Julgamento dos royalties é iniciado, mas votos de ministros com decisão serão nesta quinta

Julgamento dos royalties é iniciado, mas votos de ministros com decisão serão nesta quinta

O Supremo Tribunal Federal (STF) iniciou, nesta quarta-feira (6), o julgamento sobre a constitucionalidade da lei de 2012 que altera a distribuição dos royalties e das participações especiais (PE) do petróleo e gás natural entre estados e municípios.

Na sessão de hoje, a relatora do caso, ministra Cármen Lúcia, apresentou o relatório das ações que contestam a norma, que está suspensa desde 2013 por decisão liminar da própria magistrada. Após a leitura do relatório, foram iniciadas as sustentações orais das partes.

Não ocorrerá, entretanto, apresentação de votos nesta quarta. O julgamento será retomado nesta quinta-feira (7), quando os ministros devem votar e decidir se validam ou não a redistribuição dos recursos, definindo se o novo modelo entra em vigor.

A lei de 2012 prevê uma divisão mais ampla dos royalties, incluindo estados e municípios não produtores. Atualmente, a distribuição privilegia a União e os entes federativos onde há exploração de petróleo.

Maior produtor do país, o Estado do Rio de Janeiro concentra cerca de 88% da produção nacional de petróleo e 77% do gás natural, segundo dados da Agência Nacional do Petróleo (ANP).

Por isso, os royalties têm peso significativo nas finanças estaduais, representando cerca de um quarto da receita líquida. A perda representaria a falência do estado, impactando não só municípios produtores.

Outro ponto de preocupação no justamente é a possibilidade de efeitos retroativos. Caso o STF valide a lei e determine sua aplicação desde 2013, estados e municípios produtores poderão ter que devolver valores já recebidos.

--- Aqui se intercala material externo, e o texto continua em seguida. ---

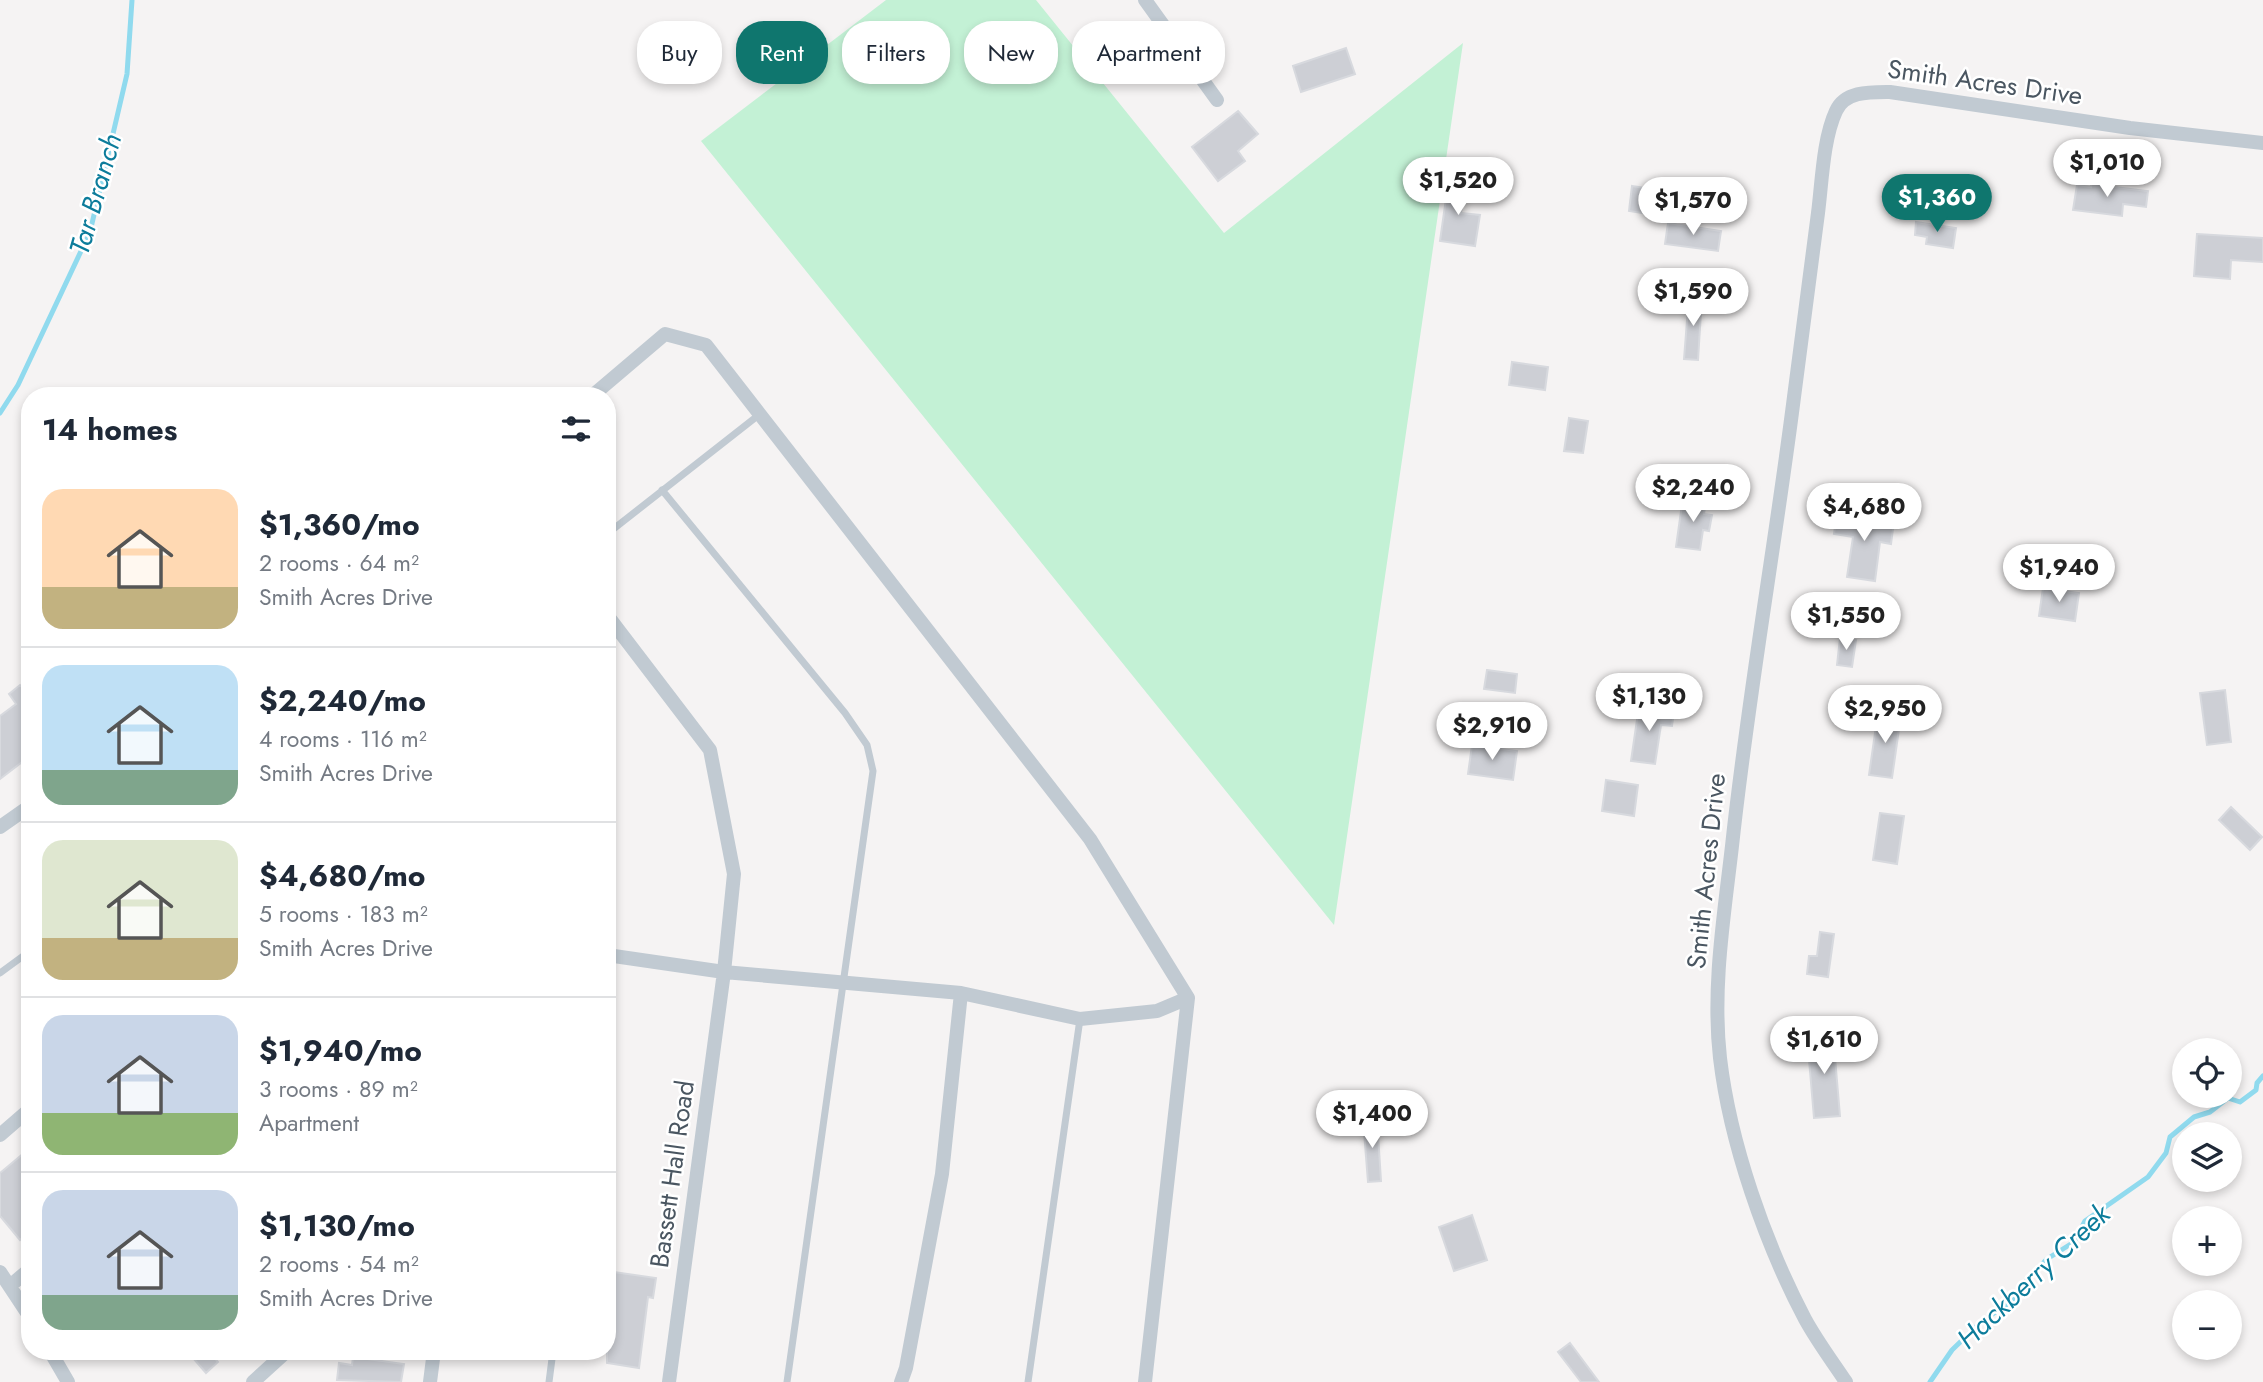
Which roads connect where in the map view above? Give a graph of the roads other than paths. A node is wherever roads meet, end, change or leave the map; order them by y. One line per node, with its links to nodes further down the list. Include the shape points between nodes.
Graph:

Segundo cálculos da Agência Nacional do Petróleo (ANP), citados pela Advocacia-Geral da União (AGU), esse montante pode chegar a R$ 87,8 bilhões. Já a União teria um impacto adicional estimado em R$ 57,2 bilhões.

No entanto, a Advocacia-Geral da União (AGU) defende a inconstitucionalidade da norma e argumentando que a mudança fere o princípio da segurança jurídica e pode provocar um colapso financeiro nos estados produtores.

A AGU também pede ao STF, que se o ministros forem contrários a sua defesa não votem pelo efeito retroativo da decisão.